Trump Picks Low-Key Operative as National Security Advisor
The choice of Robert O’Brien to replace John Bolton reinforces Secretary of State Mike Pompeo’s power in the Trump administration.
U.S. President Donald Trump on Wednesday named Robert O’Brien, his envoy for hostage affairs, to replace John Bolton as his fourth national security advisor, elevating a relatively unknown figure in a move that appears to solidify Secretary of State Mike Pompeo’s role as the most influential foreign-policy figure within the administration.
With O’Brien’s scant government experience, his elevation all but ensures that Pompeo will have no major rival in the White House jockeying with him to influence Trump, according to former National Security Council officials and experts who spoke to Foreign Policy. Two and a half years into the Trump administration, Pompeo remains the sole foreign-policy advisor to have served in the administration since its beginning—first as CIA director, then as secretary of state.
Pompeo is known to be a hard-liner on most policy issues who has excelled by aligning himself closely with the president’s views. By understanding Trump’s instincts and how to speak on his behalf, Pompeo has established himself as Trump’s most influential advisor.
The untested O’Brien, whose most prominent role in government has been to serve as Trump’s chief hostage negotiator, enters the White House at a time of turbulence. Just days after Trump fired Bolton, a series of attacks on Saudi Arabia’s oil infrastructure roiled global markets and raised new fears of a confrontation with Iran. Nuclear talks with North Korea have stalled. And a damaging trade war with China shows no sign of ending.
The new national security advisor possesses a much lower profile than his three predecessors. Trump’s first national security advisor, Michael Flynn, rose to prominence as an idiosyncratic critic of the U.S. intelligence community over the course of a storied military career. The second, H.R. McMaster, was considered one of the U.S. Army’s premier intellects. The third, Bolton, entered the White House following a decades-long career as a bureaucratic knife-fighter and political operative with well-defined, hawkish views often at odds with Trump’s.
O’Brien has no similar experience, and it is unclear whether he will bring any strongly held views to bear on the job. The most prominent line on O’Brien’s resume is as Trump’s special envoy for hostage affairs, a job he has held since May 2018. That position brought him to prominence over the summer, when he traveled to Sweden to observe the trial of the American rapper A$AP Rocky on assault charges.
“The experience and preferences of President Trump’s former national security advisors were liabilities,” said Loren DeJonge Schulman, a former National Security Council official under President Barack Obama who is now a scholar the Center for a New American Security. “The president does not much care for national security process, has strong views in a narrow number of areas, and has a more personalized model of policy advice.”

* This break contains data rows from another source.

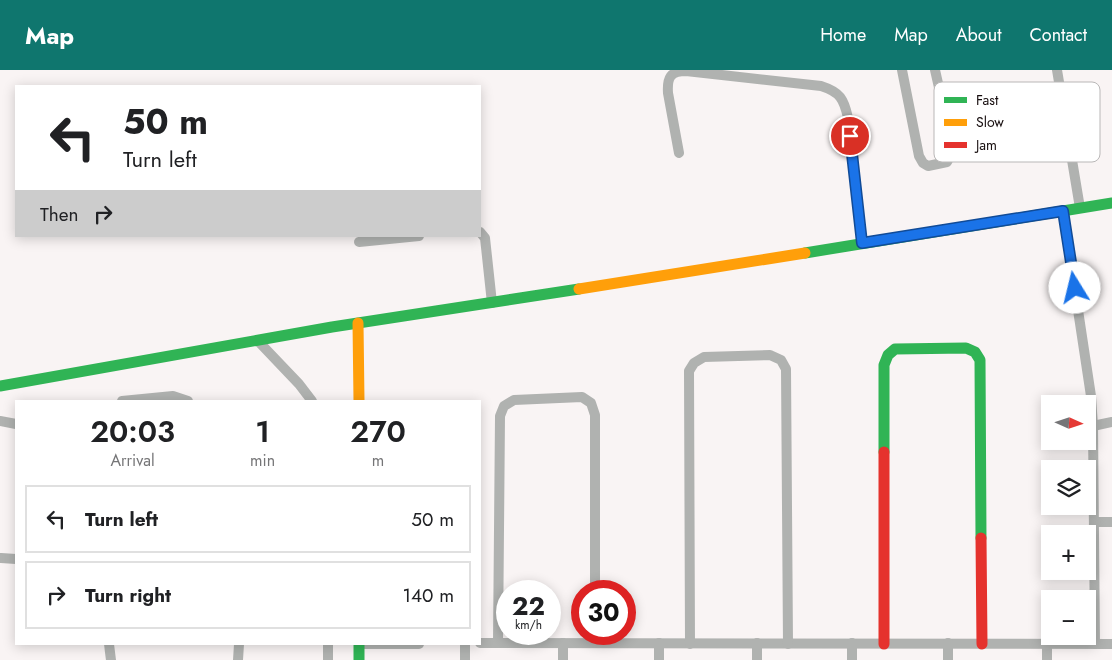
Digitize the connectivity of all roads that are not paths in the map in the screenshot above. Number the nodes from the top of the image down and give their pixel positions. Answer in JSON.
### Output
{"nodes":[{"id":1,"x":902,"y":70,"type":"edge"},
{"id":2,"x":678,"y":153,"type":"dead end"},
{"id":3,"x":947,"y":162,"type":"edge"},
{"id":4,"x":1073,"y":162,"type":"edge"},
{"id":5,"x":1112,"y":203,"type":"edge"},
{"id":6,"x":1080,"y":208,"type":"junction"},
{"id":7,"x":1063,"y":211,"type":"junction"},
{"id":8,"x":481,"y":233,"type":"edge"},
{"id":9,"x":408,"y":237,"type":"edge"},
{"id":10,"x":359,"y":242,"type":"dead end"},
{"id":11,"x":862,"y":243,"type":"junction"},
{"id":12,"x":492,"y":303,"type":"junction"},
{"id":13,"x":358,"y":323,"type":"junction"},
{"id":14,"x":257,"y":340,"type":"junction"},
{"id":15,"x":0,"y":386,"type":"edge"},
{"id":16,"x":1091,"y":395,"type":"edge"},
{"id":17,"x":132,"y":400,"type":"edge"},
{"id":18,"x":185,"y":400,"type":"edge"},
{"id":19,"x":311,"y":400,"type":"edge"},
{"id":20,"x":359,"y":400,"type":"edge"},
{"id":21,"x":0,"y":421,"type":"edge"},
{"id":22,"x":1112,"y":422,"type":"edge"},
{"id":23,"x":15,"y":424,"type":"edge"},
{"id":24,"x":1096,"y":425,"type":"edge"},
{"id":25,"x":1093,"y":450,"type":"edge"},
{"id":26,"x":1094,"y":522,"type":"junction"},
{"id":27,"x":1112,"y":522,"type":"edge"},
{"id":28,"x":1,"y":558,"type":"edge"},
{"id":29,"x":15,"y":559,"type":"edge"},
{"id":30,"x":499,"y":580,"type":"edge"},
{"id":31,"x":595,"y":580,"type":"edge"},
{"id":32,"x":1095,"y":590,"type":"edge"},
{"id":33,"x":636,"y":642,"type":"edge"},
{"id":34,"x":481,"y":643,"type":"edge"},
{"id":35,"x":496,"y":643,"type":"edge"},
{"id":36,"x":571,"y":643,"type":"edge"},
{"id":37,"x":659,"y":643,"type":"junction"},
{"id":38,"x":757,"y":643,"type":"junction"},
{"id":39,"x":852,"y":643,"type":"junction"},
{"id":40,"x":948,"y":643,"type":"junction"},
{"id":41,"x":563,"y":644,"type":"joint"},
{"id":42,"x":690,"y":644,"type":"junction"},
{"id":43,"x":788,"y":644,"type":"junction"},
{"id":44,"x":884,"y":644,"type":"junction"},
{"id":45,"x":982,"y":644,"type":"junction"},
{"id":46,"x":1041,"y":644,"type":"edge"},
{"id":47,"x":1096,"y":644,"type":"edge"},
{"id":48,"x":1112,"y":644,"type":"edge"},
{"id":49,"x":110,"y":645,"type":"edge"},
{"id":50,"x":239,"y":645,"type":"edge"},
{"id":51,"x":328,"y":645,"type":"edge"},
{"id":52,"x":359,"y":645,"type":"edge"},
{"id":53,"x":465,"y":645,"type":"edge"},
{"id":54,"x":1047,"y":645,"type":"edge"},
{"id":55,"x":111,"y":660,"type":"edge"},
{"id":56,"x":238,"y":660,"type":"edge"},
{"id":57,"x":328,"y":660,"type":"edge"},
{"id":58,"x":359,"y":660,"type":"edge"},
{"id":59,"x":465,"y":660,"type":"edge"},
{"id":60,"x":563,"y":660,"type":"edge"},
{"id":61,"x":659,"y":660,"type":"edge"},
{"id":62,"x":757,"y":660,"type":"edge"},
{"id":63,"x":852,"y":660,"type":"edge"},
{"id":64,"x":948,"y":660,"type":"edge"},
{"id":65,"x":1047,"y":660,"type":"edge"}],
"edges":[{"from":1,"to":3,"type":"street"},
{"from":2,"to":11,"type":"street"},
{"from":4,"to":6,"type":"street"},
{"from":5,"to":6,"type":"street"},
{"from":6,"to":7,"type":"street"},
{"from":7,"to":11,"type":"street"},
{"from":7,"to":16,"type":"street"},
{"from":8,"to":12,"type":"street"},
{"from":9,"to":10,"type":"street"},
{"from":11,"to":12,"type":"street"},
{"from":12,"to":13,"type":"street"},
{"from":13,"to":14,"type":"street"},
{"from":13,"to":20,"type":"street"},
{"from":14,"to":15,"type":"street"},
{"from":14,"to":19,"type":"street"},
{"from":17,"to":18,"type":"street"},
{"from":21,"to":23,"type":"street"},
{"from":22,"to":24,"type":"street"},
{"from":25,"to":26,"type":"street"},
{"from":26,"to":27,"type":"street"},
{"from":26,"to":32,"type":"street"},
{"from":28,"to":29,"type":"street"},
{"from":30,"to":31,"type":"street"},
{"from":33,"to":37,"type":"street"},
{"from":34,"to":35,"type":"street"},
{"from":36,"to":41,"type":"street"},
{"from":37,"to":42,"type":"street"},
{"from":37,"to":61,"type":"street"},
{"from":38,"to":42,"type":"street"},
{"from":38,"to":43,"type":"street"},
{"from":38,"to":62,"type":"street"},
{"from":39,"to":43,"type":"street"},
{"from":39,"to":44,"type":"street"},
{"from":39,"to":63,"type":"street"},
{"from":40,"to":44,"type":"street"},
{"from":40,"to":45,"type":"street"},
{"from":40,"to":64,"type":"street"},
{"from":41,"to":60,"type":"street"},
{"from":42,"to":43,"type":"street"},
{"from":44,"to":45,"type":"street"},
{"from":45,"to":46,"type":"street"},
{"from":47,"to":48,"type":"street"},
{"from":49,"to":55,"type":"street"},
{"from":50,"to":56,"type":"street"},
{"from":51,"to":57,"type":"street"},
{"from":52,"to":58,"type":"street"},
{"from":53,"to":59,"type":"street"},
{"from":54,"to":65,"type":"street"}]}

A successful trial lawyer in Los Angeles, O’Brien served in several minor roles in the George W. Bush administration, including as an alternate U.S. representative to the U.N. General Assembly in 2005. He helped lead the State Department Public-Private Partnership for Justice Reform in Afghanistan, which promoted rule of law efforts in that country. In 2011, he took a job advising Republican candidate Mitt Romney’s presidential campaign. He later served as a foreign-policy advisor to Wisconsin Governor Scott Walker’s ill-fated presidential run in 2016.
That lack of profile may be an asset in the Trump administration. Trump has repeatedly chafed at advisors whose public personas have threatened to eclipse his. “He’s not a guy who’s ever going to run for president,” said James Carafano, a national security expert at the conservative Heritage Foundation.
By not seeking to advance his own agenda, O’Brien may be able to more effectively mediate between the larger egos of Pompeo and his principal rival for influence, Secretary of Defense Mark Esper. O’Brien, Carafano said, “doesn’t have a power base that competes with them.”
Unlike other senior roles in the government, including secretaries of state and defense, the national security advisor does not require Senate confirmation, giving the president full authority to appoint whomever he likes to the position, regardless of rank or experience.
Trump praised his work helping free A$AP Rocky, but there is no evidence O’Brien did any substantive work freeing the rapper, who was released following a decision by Sweden’s independent judicial system. He was eventually convicted on the assault charges and sentenced to time served.
O’Brien “performed well in a way that caught Trump’s attention in the hostage job,” said a source familiar with the matter. He is “seen as pretty steady and a grown up in the room,” the source added.
O’Brien is “extremely disciplined” and “very low key,” preferring to remain behind the scenes, said a second person familiar with the pick. O’Brien has strong ties to the White House, including relationships with the president’s son-in-law, Jared Kushner, and trade advisor Peter Navarro, the person added.
One thing O’Brien appears to have in common with other members of Trump’s inner circle is effusively praising the president to garner favor. “‘President Donald J. Trump is the greatest hostage negotiator that I know of in the history of the United States. 20 hostages, many in impossible circumstances, have been released in last two years. No money was paid.’ Cheif [sic] Hostage Negotiator, USA!” Trump tweeted on April 26, appearing to quote O’Brien.